国内自建 Peer Relay 实现 Tailscale 加速:RTT 160ms → 30ms
这篇文章记录一次用 Tailscale Peer Relay 加速国内 Tailnet 设备互连的实践:作者把阿里云北京 VPS 加入 Tailscale 网络,并让它承担 Peer Relay 角色,把两台国内设备之间原本经香港 DERP Relay 兜底的链路切到北京 UDP 中继。
源文见:国内自建 Peer Relay 实现 Tailscale 加速:RTT 160ms → 30ms。
核心贡献
- 给出一个国内 Tailscale 加速场景:两台大陆家宽设备的 NAT Traversal 部分失败时,连接会落到香港 DERP,RTT 约 160ms。
- 说明 Tailscale Peer Relay 的部署形态:复用一台已有 Tailscale 节点,开放一个 UDP relay 端口,用原生 WireGuard UDP 通道转发 Tailnet 内部流量。
- 展示最小配置链路:VPS 安装 Tailscale,ACL 添加
tag:relay与tailscale.com/cap/relaygrant,节点使用--advertise-tags=tag:relay加入 Tailnet,再设置tailscale set --relay-server-port=40000。 - 记录实测结果:
tailscale ping从relay "hkg"切到peer-relay 203.0.113.42:40000:vni:1后,RTT 降到 29-54ms。
运维要点
Peer Relay 的核心依赖是 UDP 可达性和 Tailnet ACL 授权。文章中放行了 UDP 40000 作为 relay 端口,并保留 UDP 41641 作为 tailscaled 默认 NAT 打洞端口。

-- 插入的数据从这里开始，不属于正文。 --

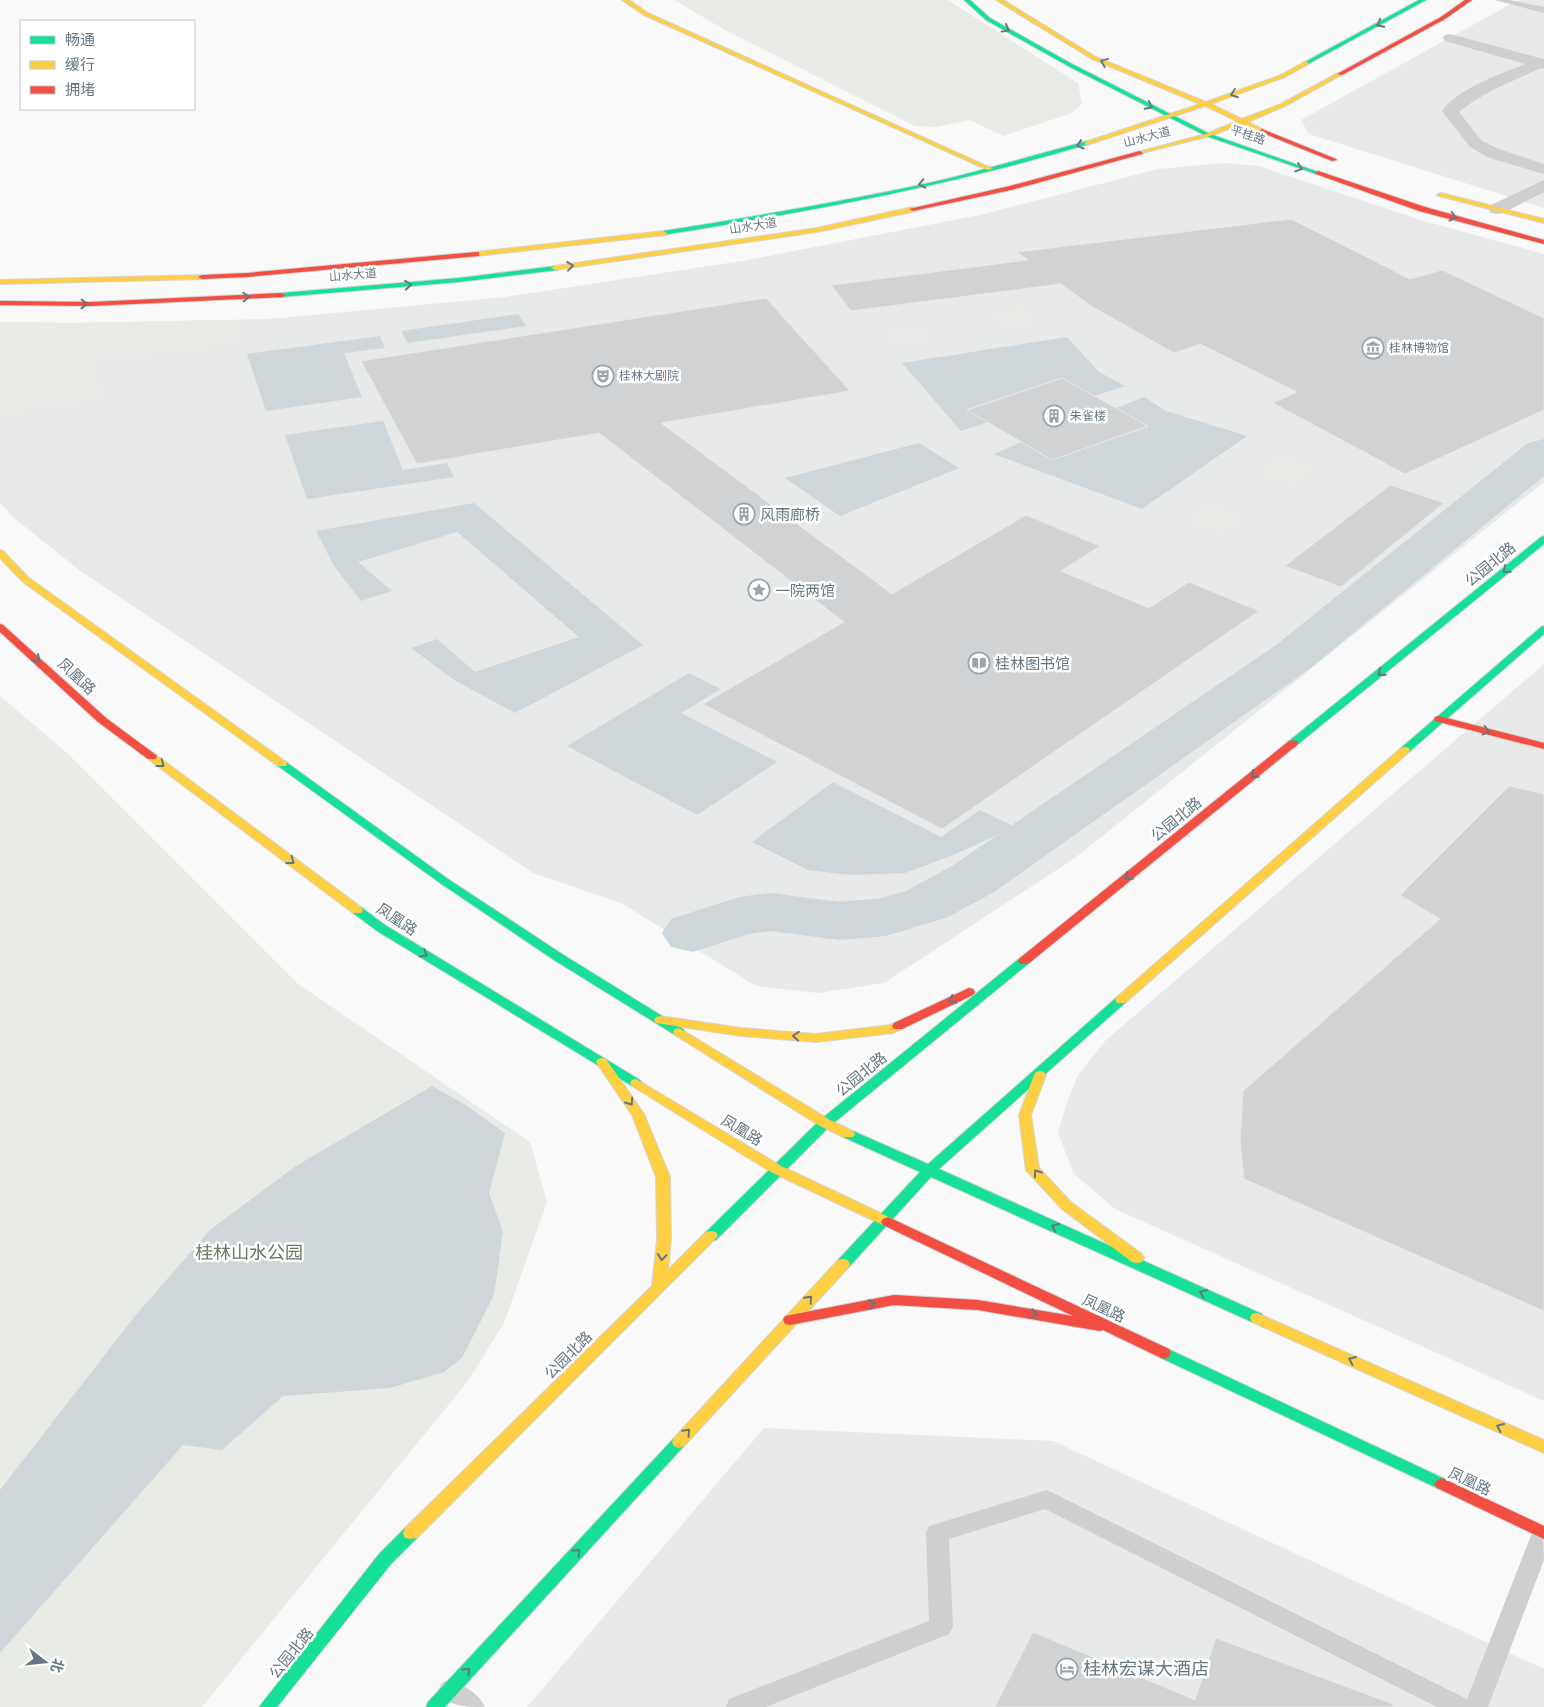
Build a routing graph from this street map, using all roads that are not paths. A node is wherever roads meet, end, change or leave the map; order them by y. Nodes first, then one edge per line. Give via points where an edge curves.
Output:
1 (625, 0) edge
2 (967, 0) edge
3 (999, 0) edge
4 (1422, 0) edge
5 (1469, 0) edge
6 (1499, 0) edge
7 (1544, 10) edge
8 (1450, 38) dead end
9 (1542, 63) edge
10 (1206, 104) junction
11 (1169, 117) junction
12 (1240, 122) junction
13 (1208, 135) junction
14 (1348, 165) dead end
15 (990, 169) junction
16 (1544, 169) edge
17 (1544, 185) edge
18 (1431, 192) dead end
19 (1497, 209) junction
20 (1544, 221) edge
21 (1544, 242) edge
22 (0, 282) edge
23 (0, 303) edge
24 (50, 304) junction
25 (0, 310) edge
26 (1544, 539) edge
27 (0, 553) edge
28 (0, 627) edge
29 (1544, 629) edge
30 (1444, 715) junction
31 (1544, 736) edge
32 (1544, 746) edge
33 (1011, 972) junction
34 (660, 1020) junction
35 (602, 1062) junction
36 (1041, 1072) junction
37 (825, 1123) junction
38 (776, 1169) junction
39 (930, 1170) junction
40 (882, 1220) junction
41 (1154, 1271) junction
42 (659, 1286) junction
43 (790, 1320) junction
44 (1112, 1329) junction
45 (1544, 1447) edge
46 (1544, 1533) edge
47 (442, 1699) edge
48 (267, 1707) edge
49 (473, 1707) edge
50 (738, 1707) edge
51 (1460, 1707) edge
52 (1476, 1707) edge

1 - 15 main road via 646,14
2 -> 11 main road, 平桂路 via 988,19
10 -> 3 main road via 1094,58
4 -> 10 main road, 山水大道 via 1283,76
5 - 12 main road, 山水大道 via 1443,18 1283,105
6 - 7 lane
8 - 9 street
9 - 16 street via 1478,92 1450,111 1476,144 1493,153
10 - 11 main road, 山水大道
10 - 12 main road
11 - 13 main road, 平桂路
11 -> 15 main road, 山水大道
12 - 13 main road, 山水大道
12 - 14 main road
13 -> 21 main road, 平桂路 via 1422,209
24 -> 13 main road, 山水大道 via 265,296 459,280 627,259 837,226 1011,188
15 -> 22 main road, 山水大道 via 803,211 630,238 247,275
17 - 19 street
18 - 19 main road
19 - 20 main road
23 - 24 main road, 山水大道
24 - 25 main road
26 -> 33 main road, 公园北路
27 - 34 main road via 26,580 428,870
28 -> 35 main road, 凤凰路 via 102,720 381,928
29 - 30 main road
30 - 31 main road
30 -> 32 main road
30 - 36 main road
33 -> 34 main road via 893,1029 816,1038 741,1032
33 - 37 main road, 公园北路
34 - 37 main road
35 - 38 main road, 凤凰路
35 -> 42 main road via 638,1114 663,1177 664,1240
36 - 39 main road
41 -> 36 main road via 1067,1206 1033,1170 1025,1115
37 - 38 main road, 公园北路
37 - 39 main road
38 - 40 main road, 凤凰路
38 - 42 main road, 公园北路
39 - 40 main road
41 -> 39 main road
43 -> 40 main road
40 - 44 main road, 凤凰路
45 -> 41 main road
42 - 48 main road, 公园北路 via 385,1558
43 -> 44 main road via 894,1300 978,1305
47 -> 43 main road
44 - 46 main road, 凤凰路
46 - 52 lane
47 - 49 lane
50 - 51 lane via 941,1627 937,1533 1047,1499

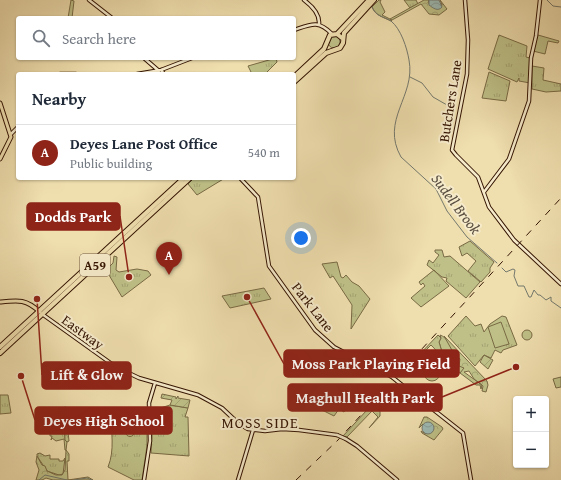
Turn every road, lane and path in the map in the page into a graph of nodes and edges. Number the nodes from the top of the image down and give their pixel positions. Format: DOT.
graph roads {
  1 [pos="89,0"];
  2 [pos="304,0"];
  3 [pos="465,0"];
  4 [pos="540,0"];
  5 [pos="370,2"];
  6 [pos="109,16"];
  7 [pos="319,24"];
  8 [pos="296,30"];
  9 [pos="332,35"];
  10 [pos="342,38"];
  11 [pos="326,43"];
  12 [pos="332,50"];
  13 [pos="147,60"];
  14 [pos="187,60"];
  15 [pos="160,70"];
  16 [pos="148,72"];
  17 [pos="296,75"];
  18 [pos="296,80"];
  19 [pos="0,103"];
  20 [pos="16,129"];
  21 [pos="11,134"];
  22 [pos="0,159"];
  23 [pos="182,180"];
  24 [pos="188,180"];
  25 [pos="242,180"];
  26 [pos="483,193"];
  27 [pos="108,254"];
  28 [pos="89,266"];
  29 [pos="561,284"];
  30 [pos="0,302"];
  31 [pos="40,312"];
  32 [pos="0,348"];
  33 [pos="0,353"];
  34 [pos="155,383"];
  35 [pos="253,430"];
  36 [pos="144,480"];
  37 [pos="238,480"];
  38 [pos="397,480"];
  39 [pos="471,480"];
  1 -- 6 [label="street"];
  2 -- 7 [label="street"];
  3 -- 26 [label="street, Butchers Lane"];
  4 -- 26 [label="street"];
  5 -- 9 [label="highway"];
  5 -- 10 [label="highway"];
  7 -- 8 [label="street"];
  7 -- 9 [label="street"];
  9 -- 10 [label="highway"];
  9 -- 11 [label="highway"];
  10 -- 12 [label="highway"];
  11 -- 12 [label="highway"];
  11 -- 17 [label="highway"];
  12 -- 18 [label="highway"];
  13 -- 15 [label="street"];
  14 -- 15 [label="street"];
  15 -- 16 [label="street"];
  19 -- 21 [label="main road"];
  20 -- 21 [label="street"];
  21 -- 22 [label="main road"];
  23 -- 28 [label="highway, A59"];
  24 -- 27 [label="highway, A59"];
  25 -- 39 [label="street, Park Lane, bridge"];
  26 -- 29 [label="street, Butchers Lane"];
  27 -- 28 [label="highway"];
  27 -- 31 [label="highway, A59"];
  28 -- 31 [label="highway, A59"];
  30 -- 31 [label="main road"];
  31 -- 32 [label="highway, A59"];
  31 -- 33 [label="highway, A59"];
  31 -- 34 [label="street, Eastway"];
  34 -- 35 [label="street, Eastway"];
  34 -- 36 [label="street"];
  35 -- 37 [label="street"];
  35 -- 38 [label="street, bridge"];
}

VPS 加入 Tailnet 时,作者显式设置 --accept-routes=false 和 --accept-dns=false,让该节点承担 relay 角色,同时保持原有业务服务的路由与 DNS 行为稳定。
常见故障
tagOwners在个人 Free tailnet 中使用明确邮箱最稳定,文章里的autogroup:admin示例触发了 tag 授权失败。- ACL 需要先包含
tagOwners,再执行tailscale up --advertise-tags=tag:relay。 tailscale ping末尾的direct connection not established表示 P2P 打洞路径缺席,前面的via peer-relay(...)仍然说明中继路径健康。- VPS 上运行生产服务时,DNS 需要提前固定到稳定上游,避免 tailscaled 与
systemd-resolved的配置切换影响业务域名解析。